### Task details
Go line by line through the data below and count those with the string "Jules". Give the number only.

### Given records

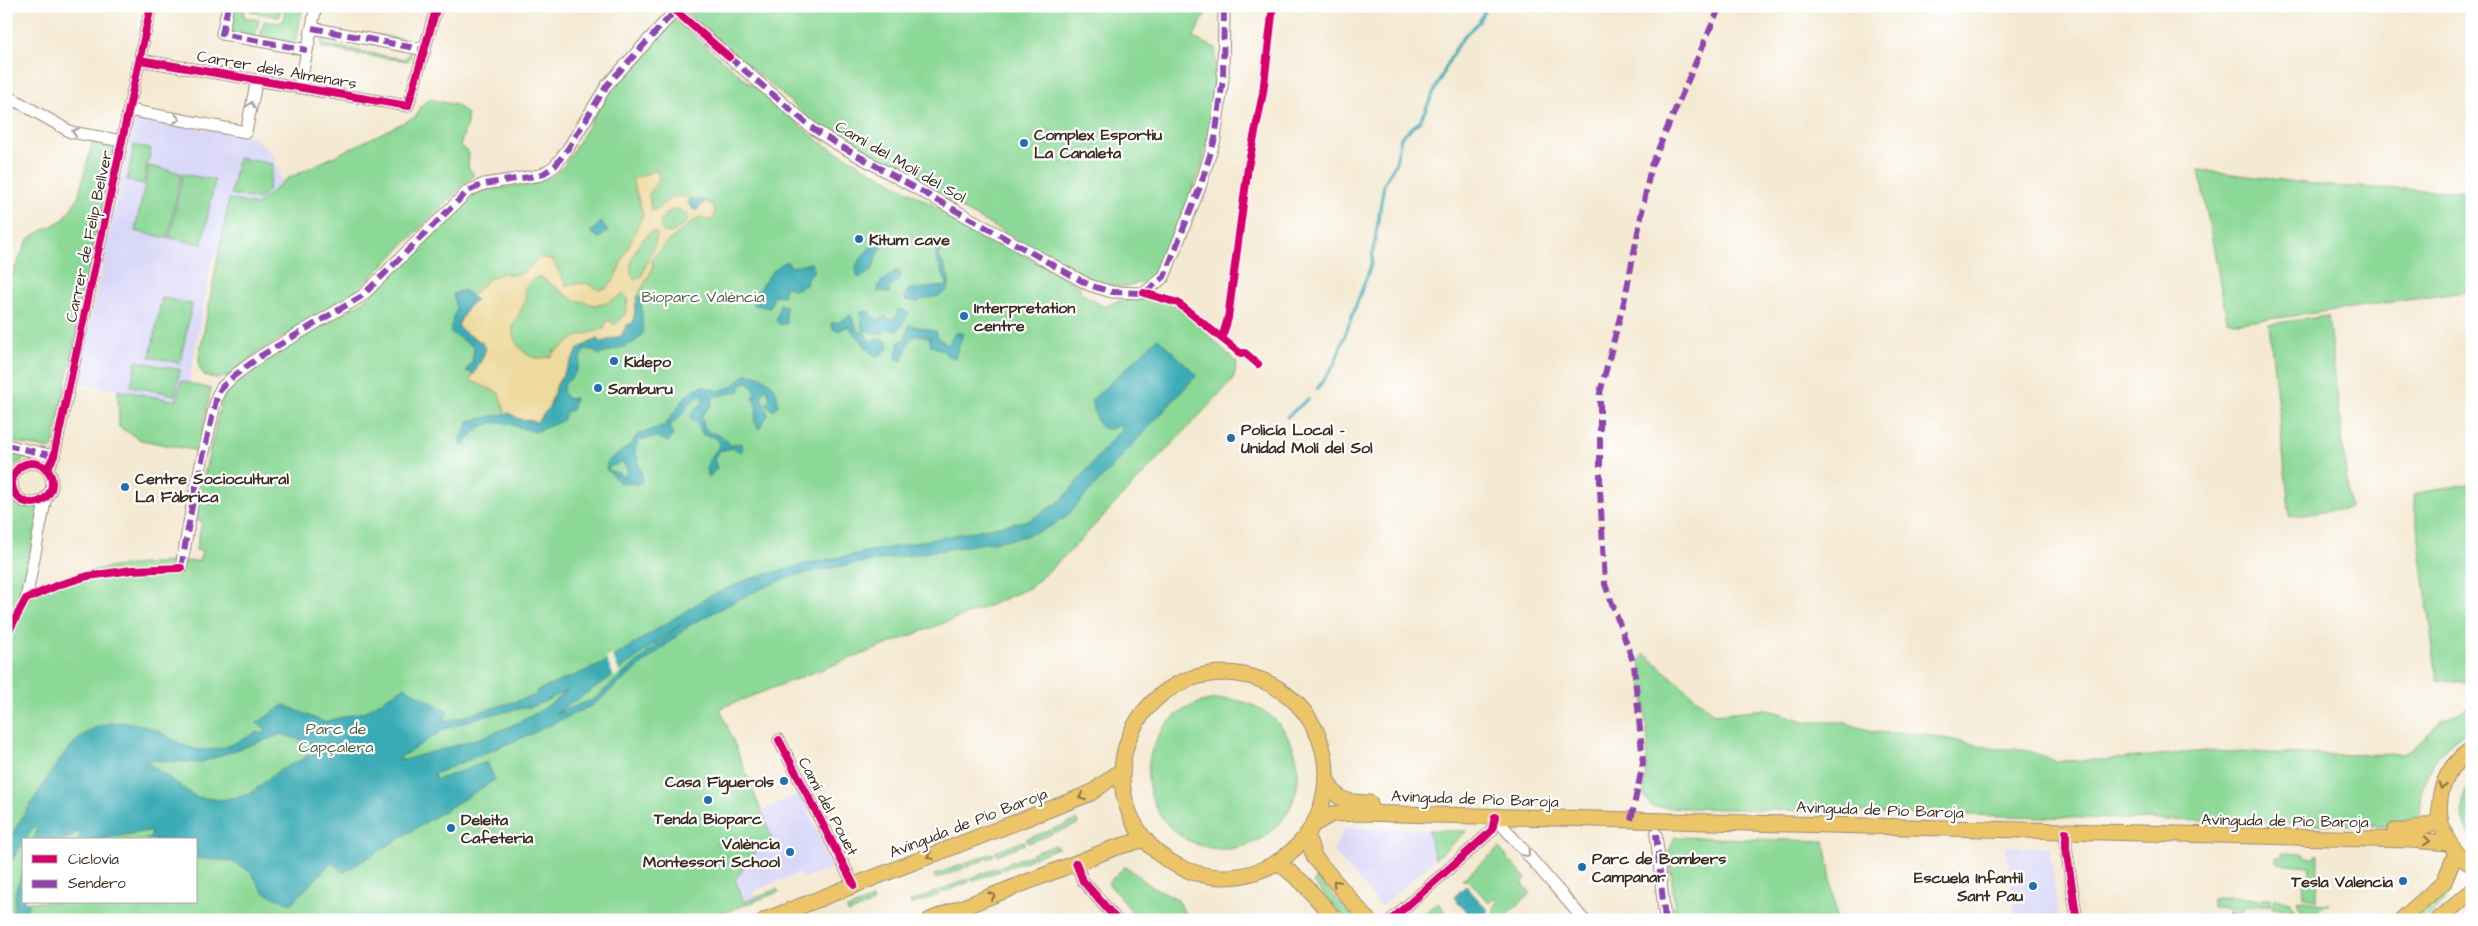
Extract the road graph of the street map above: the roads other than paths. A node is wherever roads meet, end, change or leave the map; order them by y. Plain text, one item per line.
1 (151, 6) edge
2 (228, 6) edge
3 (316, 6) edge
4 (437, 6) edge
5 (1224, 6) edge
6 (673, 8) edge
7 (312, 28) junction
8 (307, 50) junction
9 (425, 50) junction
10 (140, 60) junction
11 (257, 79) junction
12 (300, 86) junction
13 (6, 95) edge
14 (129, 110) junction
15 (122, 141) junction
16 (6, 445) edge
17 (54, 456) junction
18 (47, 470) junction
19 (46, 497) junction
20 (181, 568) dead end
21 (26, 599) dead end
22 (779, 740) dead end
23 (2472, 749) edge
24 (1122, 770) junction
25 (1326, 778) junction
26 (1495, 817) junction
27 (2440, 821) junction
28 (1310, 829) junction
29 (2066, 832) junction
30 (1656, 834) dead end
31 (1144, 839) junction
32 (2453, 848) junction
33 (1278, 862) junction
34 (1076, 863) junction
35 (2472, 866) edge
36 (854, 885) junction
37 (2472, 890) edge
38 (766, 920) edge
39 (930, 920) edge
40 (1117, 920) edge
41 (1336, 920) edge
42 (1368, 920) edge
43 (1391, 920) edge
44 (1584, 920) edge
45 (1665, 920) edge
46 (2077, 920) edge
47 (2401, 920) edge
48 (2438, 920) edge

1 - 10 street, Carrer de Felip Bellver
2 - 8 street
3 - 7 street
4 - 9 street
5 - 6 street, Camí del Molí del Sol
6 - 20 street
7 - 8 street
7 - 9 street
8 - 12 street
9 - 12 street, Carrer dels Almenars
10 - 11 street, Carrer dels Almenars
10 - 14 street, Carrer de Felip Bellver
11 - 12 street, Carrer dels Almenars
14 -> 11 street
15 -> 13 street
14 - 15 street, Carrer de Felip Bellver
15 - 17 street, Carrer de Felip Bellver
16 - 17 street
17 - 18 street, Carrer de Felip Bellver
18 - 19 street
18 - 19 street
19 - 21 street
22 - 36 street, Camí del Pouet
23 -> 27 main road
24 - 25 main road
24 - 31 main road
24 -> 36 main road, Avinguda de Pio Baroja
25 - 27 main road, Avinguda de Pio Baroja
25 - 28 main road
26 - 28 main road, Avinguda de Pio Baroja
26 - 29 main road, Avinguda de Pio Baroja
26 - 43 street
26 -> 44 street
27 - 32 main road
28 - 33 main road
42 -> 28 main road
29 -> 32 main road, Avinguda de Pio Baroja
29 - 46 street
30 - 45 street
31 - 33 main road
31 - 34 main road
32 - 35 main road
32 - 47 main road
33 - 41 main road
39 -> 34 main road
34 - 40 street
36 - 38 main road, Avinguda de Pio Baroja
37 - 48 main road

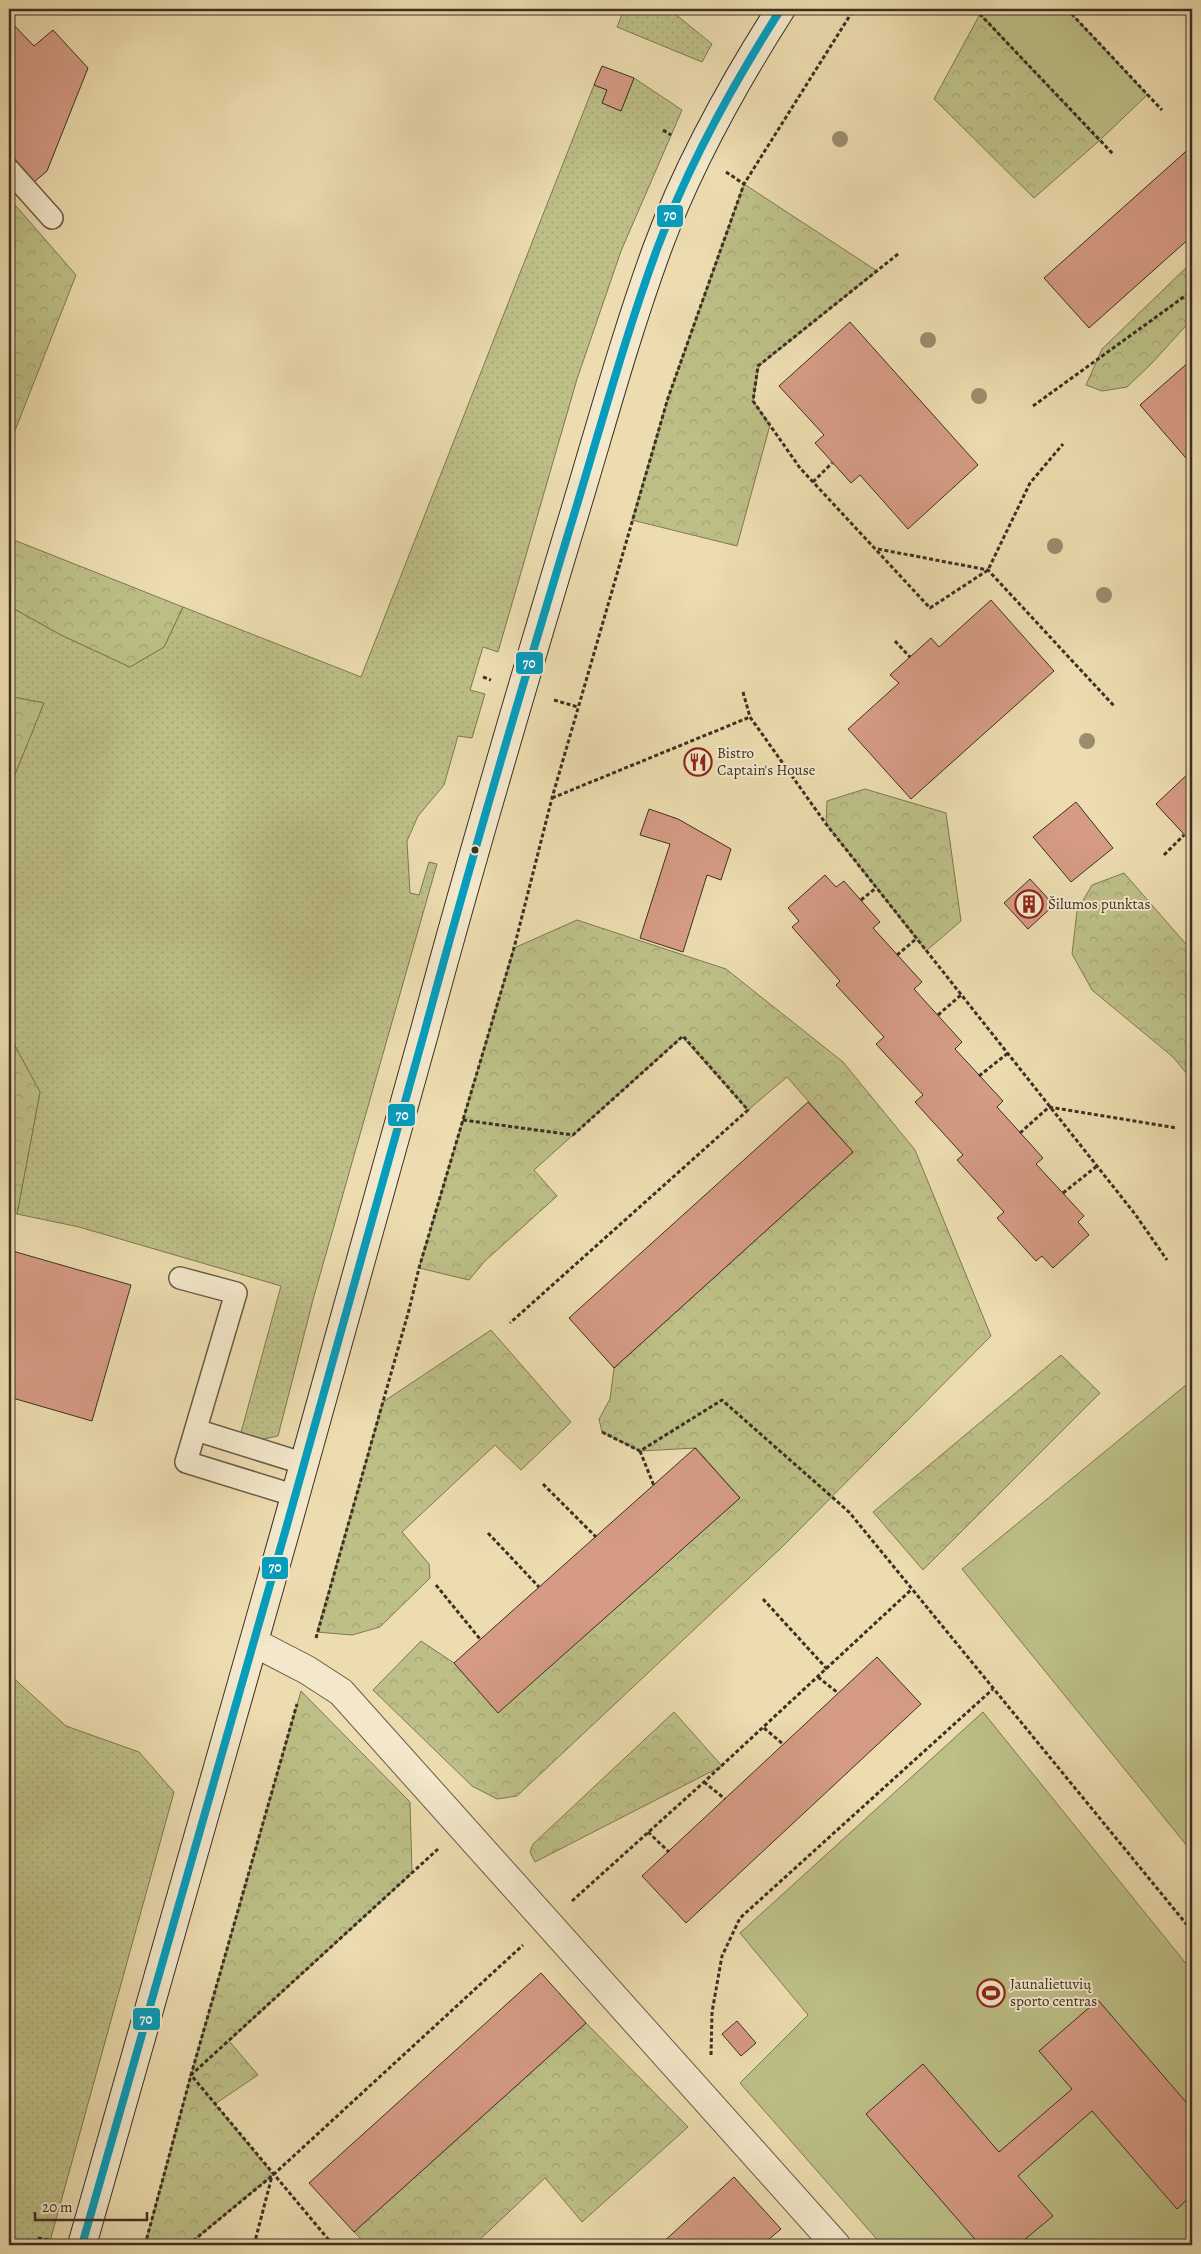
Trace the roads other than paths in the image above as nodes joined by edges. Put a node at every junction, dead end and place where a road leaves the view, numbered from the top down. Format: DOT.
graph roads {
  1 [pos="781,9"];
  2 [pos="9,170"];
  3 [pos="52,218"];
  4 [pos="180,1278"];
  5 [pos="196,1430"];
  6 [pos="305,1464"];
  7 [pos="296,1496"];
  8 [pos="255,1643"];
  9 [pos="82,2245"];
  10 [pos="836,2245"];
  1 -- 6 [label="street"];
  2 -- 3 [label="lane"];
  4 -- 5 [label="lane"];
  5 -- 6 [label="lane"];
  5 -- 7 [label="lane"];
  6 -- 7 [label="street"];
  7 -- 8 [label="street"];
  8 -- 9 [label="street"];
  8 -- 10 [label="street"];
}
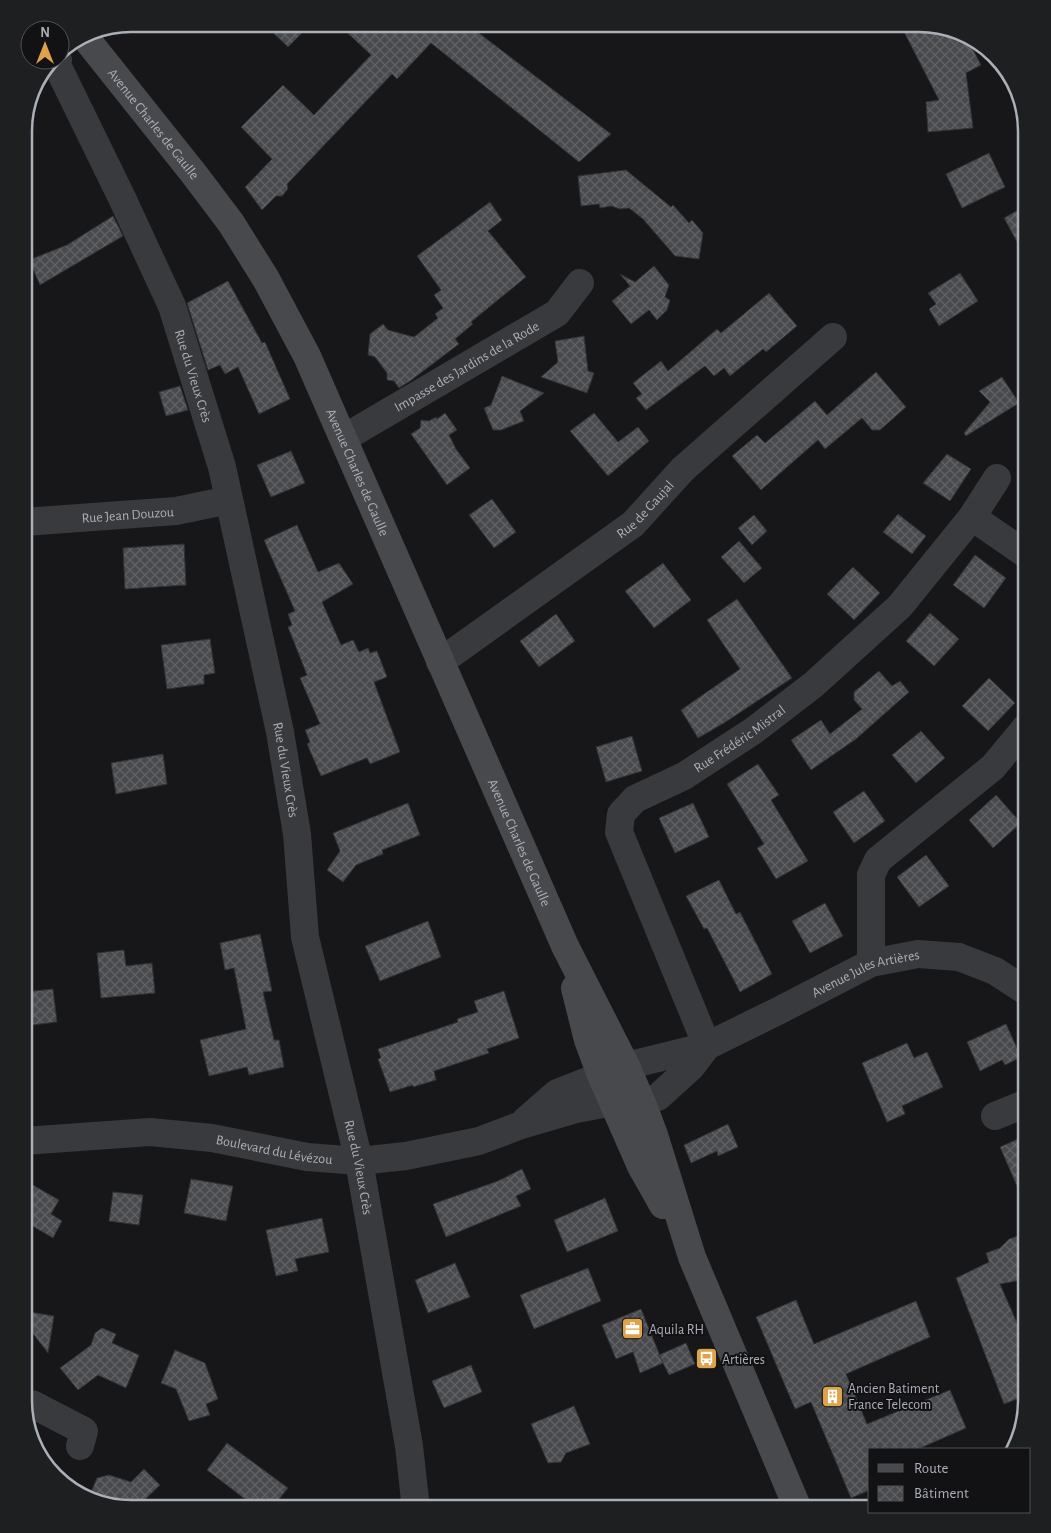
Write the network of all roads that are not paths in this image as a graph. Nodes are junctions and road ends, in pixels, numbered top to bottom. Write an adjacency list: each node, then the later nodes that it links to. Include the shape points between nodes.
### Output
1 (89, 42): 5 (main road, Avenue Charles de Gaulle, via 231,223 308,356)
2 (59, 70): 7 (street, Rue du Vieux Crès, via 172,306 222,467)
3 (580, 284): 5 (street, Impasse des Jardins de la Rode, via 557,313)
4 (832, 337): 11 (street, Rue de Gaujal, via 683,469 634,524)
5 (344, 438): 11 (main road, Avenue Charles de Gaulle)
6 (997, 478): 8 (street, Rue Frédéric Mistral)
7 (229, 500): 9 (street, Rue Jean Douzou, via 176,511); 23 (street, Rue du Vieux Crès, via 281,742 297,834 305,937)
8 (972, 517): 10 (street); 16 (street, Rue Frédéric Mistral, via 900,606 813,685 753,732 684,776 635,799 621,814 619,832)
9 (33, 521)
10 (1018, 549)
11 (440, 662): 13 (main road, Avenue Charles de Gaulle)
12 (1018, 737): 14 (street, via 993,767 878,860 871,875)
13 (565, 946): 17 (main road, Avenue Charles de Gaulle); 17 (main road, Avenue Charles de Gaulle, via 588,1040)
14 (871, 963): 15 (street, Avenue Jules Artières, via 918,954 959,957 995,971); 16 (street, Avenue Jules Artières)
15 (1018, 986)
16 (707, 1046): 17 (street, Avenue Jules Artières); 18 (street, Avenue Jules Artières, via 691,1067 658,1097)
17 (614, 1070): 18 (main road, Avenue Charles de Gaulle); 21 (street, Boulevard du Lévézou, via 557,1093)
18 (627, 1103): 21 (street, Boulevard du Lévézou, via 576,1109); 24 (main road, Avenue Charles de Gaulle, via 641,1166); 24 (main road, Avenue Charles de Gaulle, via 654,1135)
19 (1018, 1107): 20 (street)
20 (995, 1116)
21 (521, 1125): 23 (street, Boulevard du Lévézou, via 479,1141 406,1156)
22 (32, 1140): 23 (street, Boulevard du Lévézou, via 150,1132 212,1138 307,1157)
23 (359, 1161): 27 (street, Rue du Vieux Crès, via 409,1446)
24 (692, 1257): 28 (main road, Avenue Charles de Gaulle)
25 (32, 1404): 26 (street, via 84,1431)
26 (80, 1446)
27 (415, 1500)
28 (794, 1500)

### Written reply
2